Dixon then went on….

"I love the history part of IndyCar, but those are the type of things you usually look back on. Right now, I’m thinking about Sonoma."

Trying to get the very humble Dixon to brag about himself, I pointed out that he could arguably be entering his prime as many IndyCar drivers have enjoyed their best years in their mid-late thirty 30s, with his teammate Dario Franchitti being a prefect example. Not surprisingly, Dixon didn’t bite……

"I think Dario has done favors for a lot of us." 

I should have asked Dixon a follow-up question here, as to what exactly he meant by that. But I presume he was pointing out how competitive Franchitti remains at 40.

My next question was pretty direct and so was Dixon’s answer: What do you think of a second IndyCar race at Indy?

"Definitely, a no. Indy is there for the 500. Any other race, particularly another IndyCar race dilutes that. I hope that doesn’t happen."

I both agree and disagree with Dixon here. AR1 of course has long been of a different opinion in that the Indianapolis Motor Speedway should be the Mecca of IndyCar racing, and used to help grow the IndyCar brand. However, I see Dixon’s point in that the Indy 500 needs to be kept special, and too many races do run the risk of diluting it, but Sprint Cup, Nationwide, Grand-Am and MotoGP already do a pretty good job of diluting it.  Kick those series out and run a 2nd IndyCar race instead.

Shifting gears, I then alluded to Dan Andersen recently noting that he’d like to see some of the IndyCar drivers running Lights races a la NASCAR drivers in Nationwide. Would you consider running some Indy Lights races?

"I would. Being able to is a totally different question. Nationwide and ARCA are different situations in that many of the drivers are tied to the teams. If other [IndyCar] drivers did it, it would be fun; racing is racing. But I’m not sure Chip Ganassi would let me, and it’s not as if they pay anything."

To be totally honest, I was a little surprised by his answer.

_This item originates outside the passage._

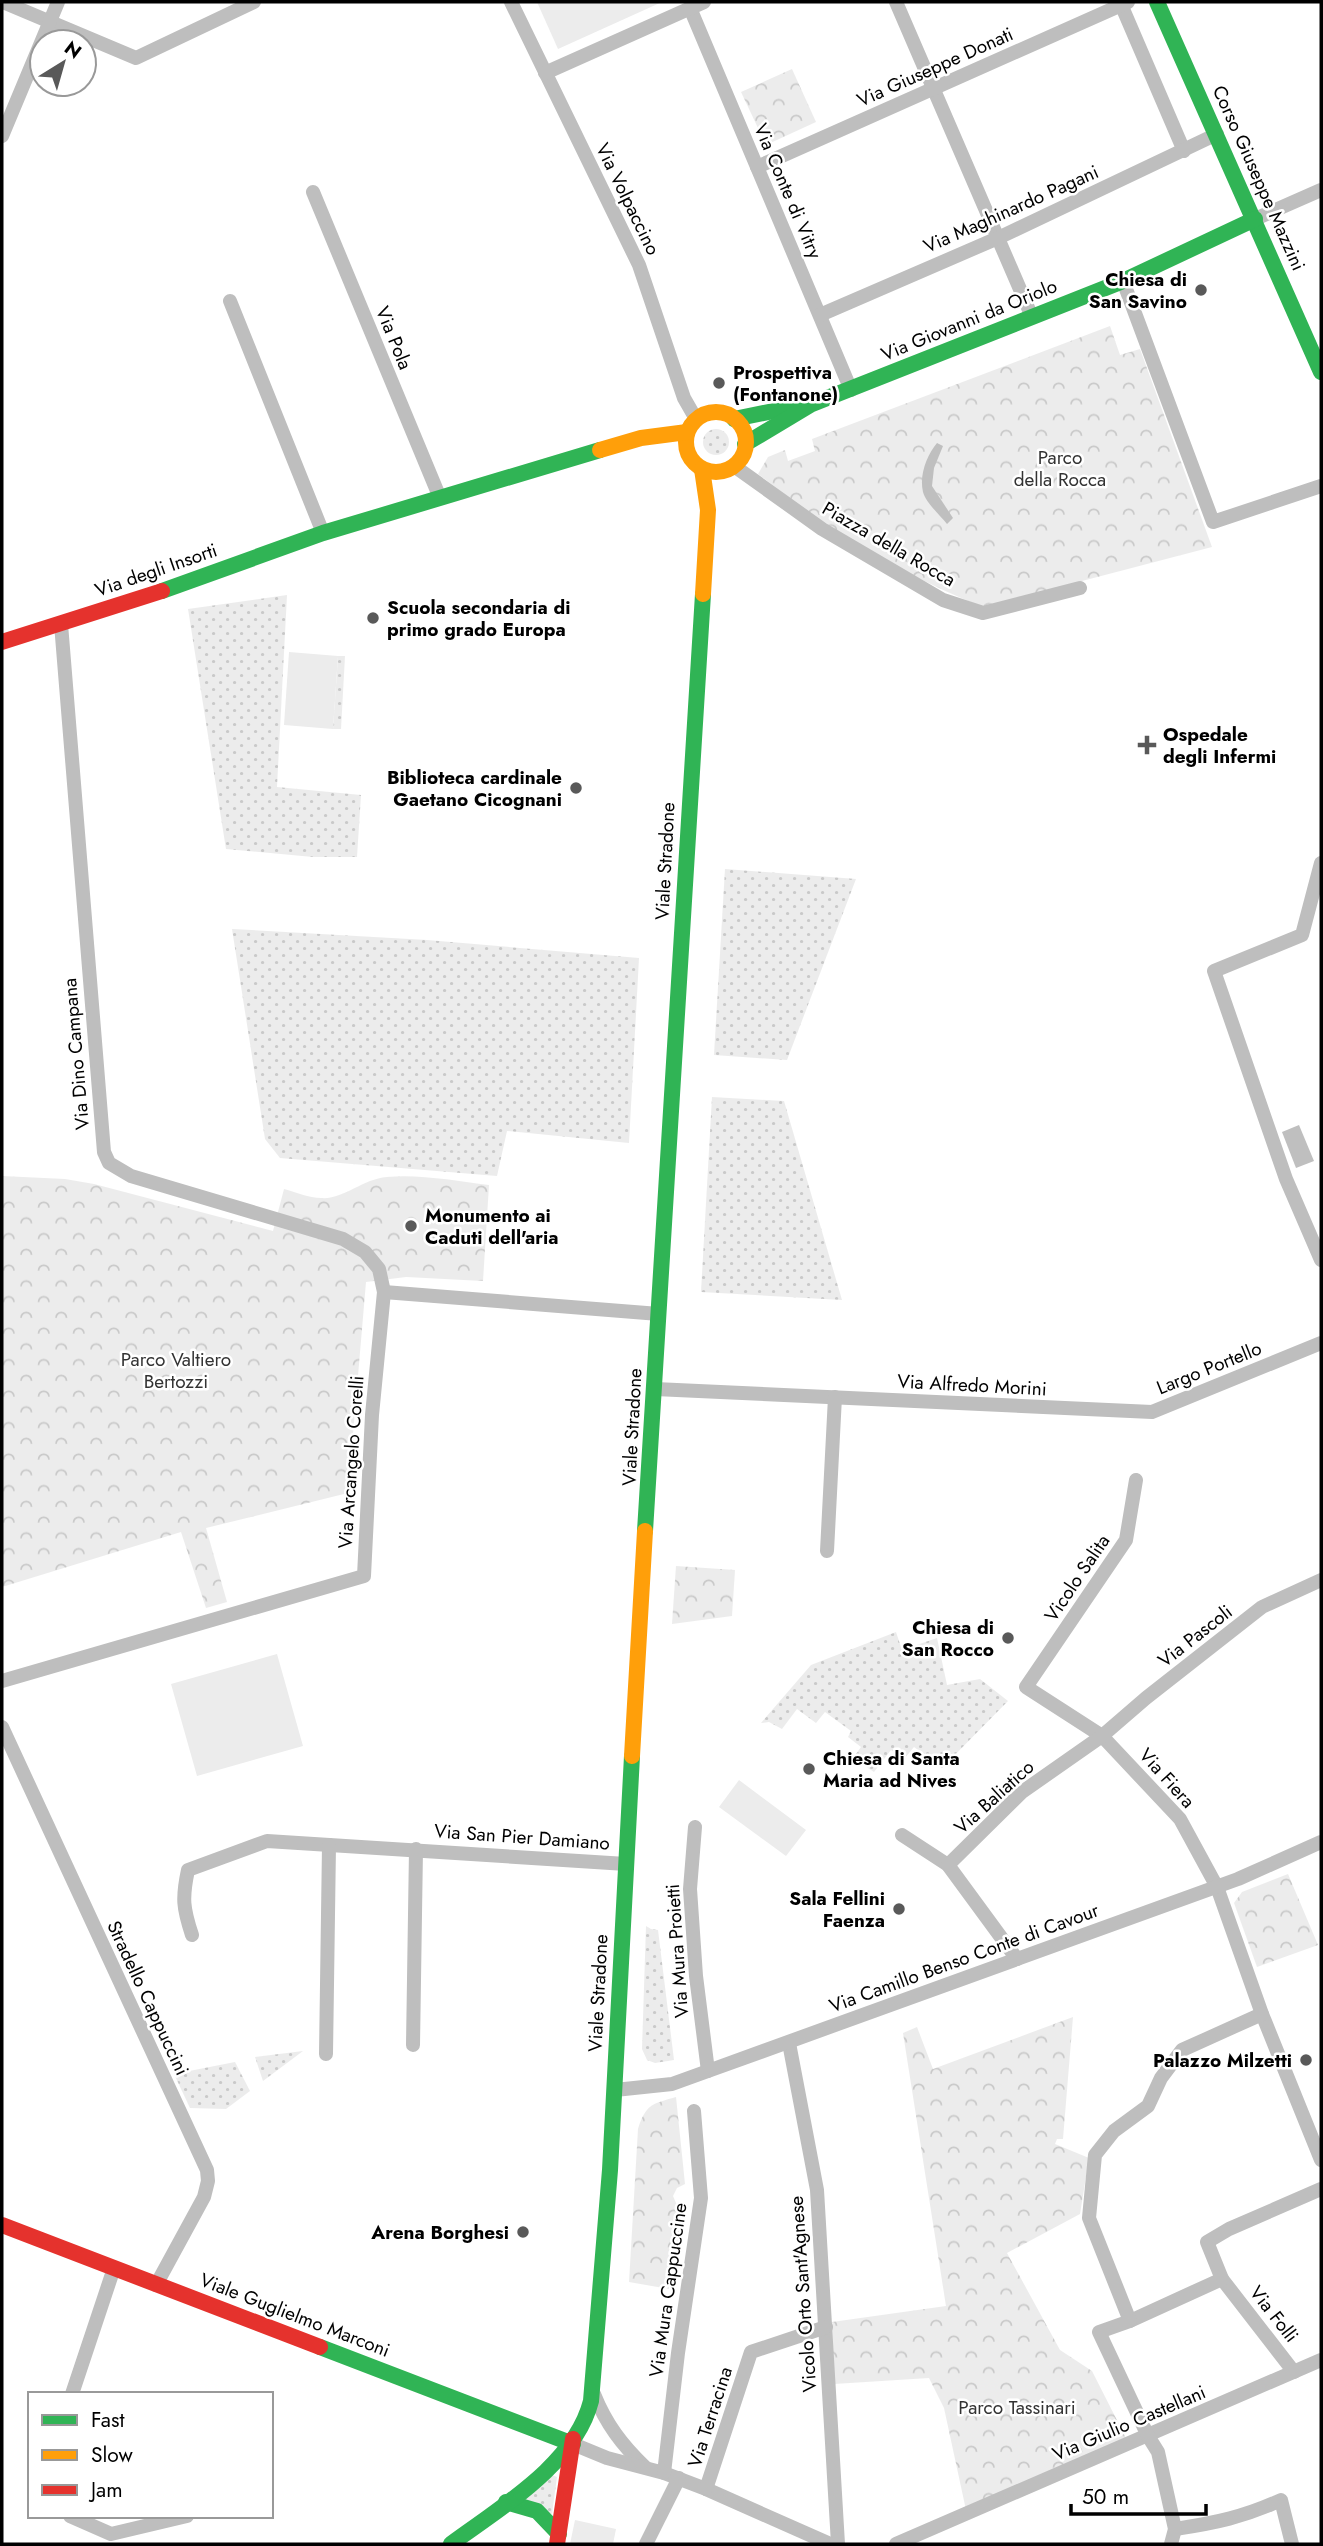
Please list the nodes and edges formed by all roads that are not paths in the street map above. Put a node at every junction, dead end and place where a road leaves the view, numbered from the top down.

Had I expected it, I might have prepared a follow-up question about the recent discussion over NASCAR drivers running sprint cars.

This one was pretty direct. Do Indy Cars have enough horsepower I asked?

"No. Part of it is the engines are so small and there aren’t the development budgets like F1. I hope there are some increases as the technology improves, but I would say they need at least another 100-150 horsepower on road and street courses."

Dixon would like to see more horsepower, but he is clearly aware of the financial realities facing the sport. Again, I agree with him on both points.

My last question was with respect to racing in general, and somewhat conversational between Dixon and I. I told him I believed a problem facing the sport going forward is that the strain and skill of drivers is not necessarily discernible to the average person. By comparison, the skill of say, Lebron James, is very apparent to the viewer, the skill of Dixon is less.  I asked if he had any sort of response. After giving some of the typical responses about G-loads, and making comparisons to triathletes he then said:

"The average Joe Blow should try about 5 minutes at an indoor go-kart track, then times it by 10." 

Dixon’s answer is entirely correct. Unfortunately, not many of the “average Joe Blows,” as he calls them, make the connection.

Overall, it was a pleasure to have a nice chat with a champion racer.  I hope AR1’s readers enjoyed it as much as I did.